With its rocky coastline, serene forests, blueberry fields, and mountains, Maine is known for its natural beauty. Nearly 89 percent of the state is covered by forest—the highest percentage of any state.1 These estimated 17.5 million acres include balsam fir, red spruce, pines, and other trees and ground cover that provide habitat for deer, moose, black bears, and many more species.1 Maine’s trails and parks are popular destinations for hikers and others who enjoy the outdoors. The outdoor recreation industry is a critical component of the state’s economy and supports thousands of jobs.2 Protected areas like Acadia National Park draw millions of visitors annually. In 2022, visitors to Acadia National Park spent over $470 million and supported thousands of jobs, boosting the local economy.3 Maine’s vast forests also play a significant role in absorbing and storing carbon from the atmosphere, making them an important buffer against climate change by mitigating the effects of greenhouse gas emissions.4,5
Climate Impacts: Warming Temperatures Create Favorable Conditions for Ticks
Warming from climate change threatens outdoor recreation and forest ecosystems in Maine by increasing the habitat range of ticks and likelihood of exposure to tick-borne illness.6 The deer tick (Ixodes scapularis) lives at the edges of wooded areas and is active for most of the year.7 This species is the primary vector in the Northeast for Lyme disease, the most common tick-borne illness in the United States.8 When deer ticks carrying the bacteria that causes Lyme disease bite humans, they can transmit Lyme disease. This infection can cause rash, fever, headache, fatigue, arthritis, heart inflammation, and other serious health effects.9 Rates of tick-borne diseases will likely continue to increase as winters become warmer and shorter and prey habitats change, allowing ticks to thrive for longer and spread into new areas.10,11

The Northeast has seen a rise in tick-borne illness due to warmer, shorter winters, longer warm seasons, and changes in precipitation.12 Deer ticks prefer temperatures over 45°F and at least 85 percent humidity.11 As temperatures warm, adult ticks can feed longer each year and produce more offspring. Warm, humid temperatures also favor tick larvae, which is the primary life stage responsible for transmitting the bacteria to humans and other animals. As tick populations increase due to these factors, so does the likelihood of encountering them12 —making this a worrisome trend for outdoor enthusiasts.

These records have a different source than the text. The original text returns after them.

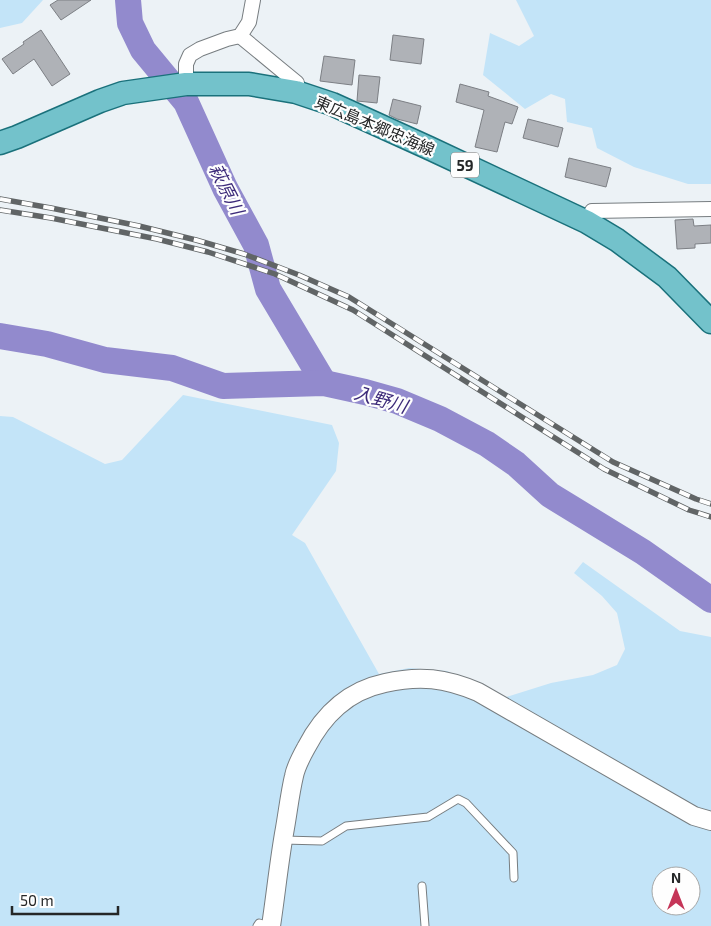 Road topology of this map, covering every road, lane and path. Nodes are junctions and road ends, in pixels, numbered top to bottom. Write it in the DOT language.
graph roads {
  1 [pos="253,0"];
  2 [pos="240,36"];
  3 [pos="186,84"];
  4 [pos="296,92"];
  5 [pos="0,143"];
  6 [pos="711,209"];
  7 [pos="587,222"];
  8 [pos="711,322"];
  9 [pos="711,821"];
  10 [pos="283,840"];
  11 [pos="514,878"];
  12 [pos="422,886"];
  13 [pos="256,926"];
  14 [pos="271,926"];
  15 [pos="425,926"];
  1 -- 2 [label="street"];
  2 -- 3 [label="street"];
  2 -- 4 [label="street"];
  3 -- 4 [label="main road, 東広島本郷忠海線 / 59"];
  3 -- 5 [label="main road, 東広島本郷忠海線 / 59"];
  4 -- 7 [label="main road, 東広島本郷忠海線 / 59"];
  6 -- 7 [label="street"];
  7 -- 8 [label="main road, 東広島本郷忠海線 / 59"];
  9 -- 10 [label="street"];
  10 -- 11 [label="lane"];
  10 -- 14 [label="street"];
  12 -- 15 [label="lane"];
  13 -- 14 [label="lane"];
} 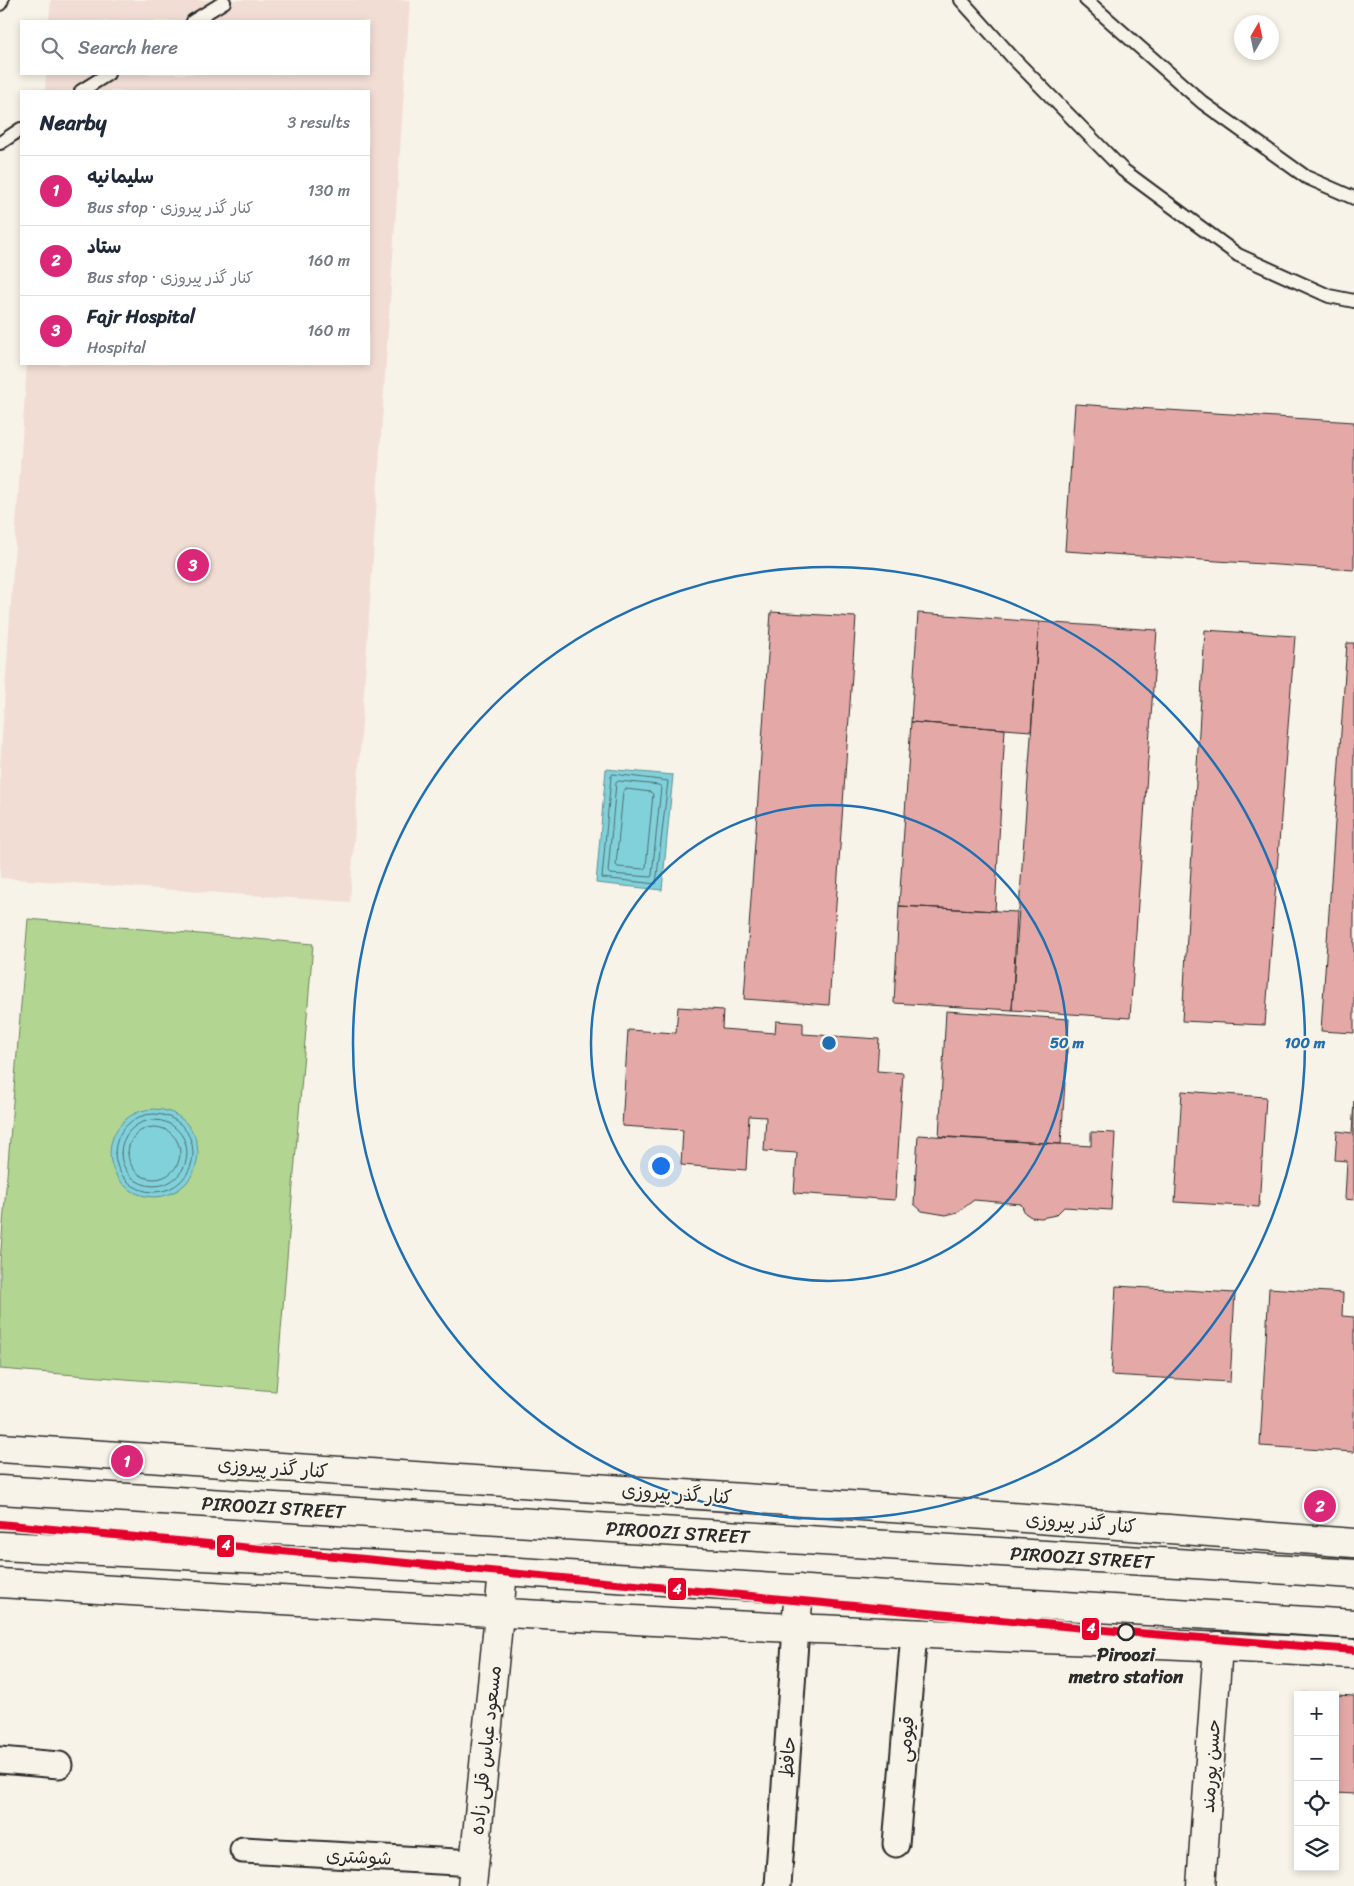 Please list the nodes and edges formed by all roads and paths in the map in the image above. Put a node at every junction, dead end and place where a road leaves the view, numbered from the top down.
1 (2, 0) edge
2 (961, 0) edge
3 (1086, 0) edge
4 (224, 2) dead end
5 (0, 4) edge
6 (195, 20) edge
7 (106, 75) edge
8 (82, 90) edge
9 (20, 130) edge
10 (0, 143) edge
11 (1354, 198) edge
12 (1354, 301) edge
13 (0, 1448) edge
14 (0, 1490) edge
15 (1354, 1543) edge
16 (0, 1546) edge
17 (503, 1571) junction
18 (1354, 1574) edge
19 (0, 1583) edge
20 (799, 1589) junction
21 (499, 1614) junction
22 (1221, 1616) junction
23 (1354, 1624) edge
24 (796, 1628) junction
25 (914, 1634) junction
26 (1218, 1646) junction
27 (1354, 1654) edge
28 (0, 1760) edge
29 (58, 1765) dead end
30 (896, 1844) dead end
31 (243, 1850) dead end
32 (473, 1874) edge
33 (778, 1886) edge
34 (1200, 1886) edge

1 - 5 lane
2 - 12 lane
3 - 11 lane
4 - 6 lane
7 - 8 lane
9 - 10 lane
13 - 15 main road, کنار گذر پیروزی
14 - 18 main road, PIROOZI STREET
16 - 17 main road
17 - 20 main road
17 - 21 main road, مسعود عباس قلی زاده
19 - 21 main road
20 - 22 main road
20 - 24 main road
21 - 24 main road
21 - 32 main road, مسعود عباس قلی زاده
22 - 23 main road
22 - 26 main road, حسن پورمند
24 - 25 main road
24 - 33 street, حافظ
25 - 26 main road
25 - 30 street, قیومی
26 - 27 main road
26 - 34 main road, حسن پورمند
28 - 29 street
31 - 32 street, شوشتری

Ticks are also extending their season earlier into the spring. According to climate projections, the high-risk period for Lyme disease in the Northeast will start up to 2.3 weeks earlier as soon as 2065.10,13 While low winter temperatures and drier days once curbed tick survival, a changing Maine climate with higher relative humidity, hotter days, and more frequent stretches of warm days may lead to the expansion of both seasonal activity and the northern range for tick species.12
Warming Temperatures Affect Forests and Wildlife
Warming temperatures can threaten the forests and wildlife that make Maine unique. Warming temperatures can aid the spread of invasive plants, which can outcompete native species and disrupt ecosystems.14 Warmer winters also can increase the number of pests that harm forests and the likelihood of pest survival.14 Warming temperatures may also allow tree-damaging pests such as the hemlock woolly adelgid and pine bark beetle to expand north.5 Meanwhile, Maine forests face threats from invasive species such as the emerald ash borer, a destructive wood-boring insect that can kill ash trees—a commercially, culturally, and ecologically important tree species in Maine.15

Warmer winters and drier summers could cause heat-related harm to plants, impacting forest ecosystem health. For example, forests in Acadia National Park are nearly 40 percent red spruce, which thrive in cold climates but may not tolerate a warmer climate. Warming temperatures and changing precipitation patterns could have major implications for the habitat and species that depend on spruce.16
Moose are another iconic Maine species threatened by warmer temperatures and the spread of ticks. After only Alaska, Maine has the second-largest moose population in the United States.17 But as temperatures warm, resulting in shorter winters, winter ticks (Dermacentor albipictus) can thrive and affect moose populations. Winter ticks latch on to moose in huge numbers, with some moose carrying tens of thousands of ticks. These ticks increase mortality among moose calves and stress adult moose, leading to blood loss, hair loss, and even death.15,18
Taking Action: Managing Risk in a Changing Climate
Addressing climate change requires reducing greenhouse gas emissions while preparing for and protecting against current and future climate impacts. Communities, public officials, and individuals in every part of the United States can continue to explore and implement climate adaptation and mitigation measures. In Maine, natural resource managers, public health officials, and many others are taking steps to protect people, wildlife, and forests in a changing climate, including:
- Public health outreach. Spreading public awareness about the need for insect repellent, long pants and sleeves, tick checks, and other tick-prevention measures for outdoor enthusiasts is an important step in adapting to the changing climate.19 The Maine Center for Disease Control and Prevention has developed tick preparedness lessons for schools to raise awareness about tick safety from an early age.20,21
- Adaptative forest management. Preserving healthy forests has long been a priority in Maine. The Maine Department of Agriculture, Conservation, and Forestry Initiatives, along with the Healthy Forest Program and Invasive Species Program, gives landowners and community members the tools to act as stewards of forest resources.22 State climate plans highlight the need to monitor forests to understand changes and identify management priorities.5
To learn more about climate change impacts in Maine and the Northeast region, see Chapter 21 of the Fifth National Climate Assessment.
Related Resources
- EPA Climate Change Indicators: Lyme Disease
- Maine State Climate Summary 2022 (NOAA)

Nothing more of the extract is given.